After five long weeks of restrictive alert level 4 lockdown, residents of our biggest city have today emerged to new relative freedoms of takeout coffee, takeaway food and contactless shopping.
But director general of health Ashley Bloomfield admits he lost sleep over the decision to move alert levels and he expects to see up to 60 additional community Covid-19 cases emerge in the near future.
An expert warns that dropping alert levels now is dangerous, and any wrong move could see cases explode and Auckland plunged back into level 4 lockdown.
"We just came for a feed," one McDonald's lover told the Herald.
"The masses will be out tomorrow so we thought just come in when we can, while everyone is sleeping."
A man who gave his name as Kemo was second in the queue at McDonald's Kelston this morning.
He'd been lined up since about 6am and 30 minutes later had got no further in his quest for McDonald's.
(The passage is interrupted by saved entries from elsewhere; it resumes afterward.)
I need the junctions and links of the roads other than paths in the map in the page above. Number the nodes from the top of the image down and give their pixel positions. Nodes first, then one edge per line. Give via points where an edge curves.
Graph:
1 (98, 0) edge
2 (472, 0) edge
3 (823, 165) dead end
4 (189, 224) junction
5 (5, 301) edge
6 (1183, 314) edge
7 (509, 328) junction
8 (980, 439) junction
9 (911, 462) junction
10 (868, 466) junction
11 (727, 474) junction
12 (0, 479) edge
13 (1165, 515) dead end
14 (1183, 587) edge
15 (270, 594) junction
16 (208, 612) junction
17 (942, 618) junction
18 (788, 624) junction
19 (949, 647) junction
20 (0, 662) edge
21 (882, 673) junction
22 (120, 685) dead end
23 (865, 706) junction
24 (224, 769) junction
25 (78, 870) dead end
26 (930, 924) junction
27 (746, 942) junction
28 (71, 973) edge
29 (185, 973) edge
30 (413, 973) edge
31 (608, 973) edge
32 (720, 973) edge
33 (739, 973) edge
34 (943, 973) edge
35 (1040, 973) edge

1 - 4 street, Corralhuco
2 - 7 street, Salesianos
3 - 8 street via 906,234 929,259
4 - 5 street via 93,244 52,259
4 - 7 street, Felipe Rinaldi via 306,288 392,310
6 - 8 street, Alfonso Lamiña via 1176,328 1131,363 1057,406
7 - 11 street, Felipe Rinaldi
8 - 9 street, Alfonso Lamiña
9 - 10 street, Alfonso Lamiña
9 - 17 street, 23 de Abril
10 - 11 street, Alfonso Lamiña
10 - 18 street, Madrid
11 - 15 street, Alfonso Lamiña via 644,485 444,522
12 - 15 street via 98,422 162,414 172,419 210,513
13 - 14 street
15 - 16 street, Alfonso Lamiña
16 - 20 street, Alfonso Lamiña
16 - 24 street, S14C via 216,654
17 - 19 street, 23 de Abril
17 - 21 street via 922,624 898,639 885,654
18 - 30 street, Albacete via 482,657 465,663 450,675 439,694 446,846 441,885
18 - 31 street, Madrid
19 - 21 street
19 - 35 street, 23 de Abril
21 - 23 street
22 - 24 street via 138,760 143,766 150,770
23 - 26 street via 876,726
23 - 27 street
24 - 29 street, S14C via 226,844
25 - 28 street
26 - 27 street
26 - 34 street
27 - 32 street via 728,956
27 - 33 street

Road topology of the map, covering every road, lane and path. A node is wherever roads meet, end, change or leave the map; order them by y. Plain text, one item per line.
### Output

He was holding out for fries and items from the breakfast menu and hot chocolates for his kids.
"At least now there is something different on the menu."
Other punters queued outside bakeries for fresh pastries as the sun rose over Tāmaki Makaurau or took in a spot of contactless shopping as businesses that had been in hibernation for weeks tentatively reopened.
But with new freedoms come new risks.
Experts warn there are dangers in moving to level 3 while cases of the highly transmissible Delta variant continue to emerge in the community - some of them still unlinked to known clusters.
Bloomfield says the country might not return to zero Covid cases - but that won't necessarily stop a return to level 1.
Asked if there were any reservations about moving Auckland out of level 4, Bloomfield told the Breakfast show these decisions were not always straightforward and he had lost sleep.
The advice he gave to Cabinet was based on all the data and advice passed on to him by health officials and medical experts.
The advice was that it was safe and it was time for Auckland to move down to level 3.
Bloomfield told RNZ the country wouldn't necessarily need zero cases to get to level 1.
"I don't think a level 1 scenario with Delta necessarily means a series of zero cases, because what we've got now, of course, is vaccination.
"We may not get back to zero, but the important thing is we're going to keep finding any infections and basically continue to contact trace, test, isolate people."
Bloomfield reiterated that more than 90 per cent of people would need to be vaccinated before officials could be confident of moving to level 1, but "misinformation" circulating on social media was affecting numbers.
Elimination of Covid was about not tolerating the virus and working hard to fight it, Bloomfield told TVNZ.
He compared the virus to a fire; saying now was about trying to find the last embers and stamping them out.
Speaking on the AM Show, Bloomfield said due to its transmissibility, Delta spread "quite liberally" within households.
He expected to see about 50 or 60 cases coming through in the next couple of weeks, mainly from close contacts.
"It's clear that there has been a bit of interaction between households and I dare say that wouldn't be unique to the ones where we've got cases. Level 3 though is still very strict," he said.
Covid-19 modeller Shaun Hendy told TVNZ the country could still eliminate the virus while in level 3.
Fourteen new positive cases in the community were announced yesterday, one of them linked to the Black Power gang member who was released from Mt Eden Corrections facility and allowed to travel to a bail address in Hauraki while infected with the virus.
Bloomfield said this morning there were no new infections identified overnight, but contact tracers are still scrambling to ring fence the latest outbreak and confirm whether there is any unidentified community transmission.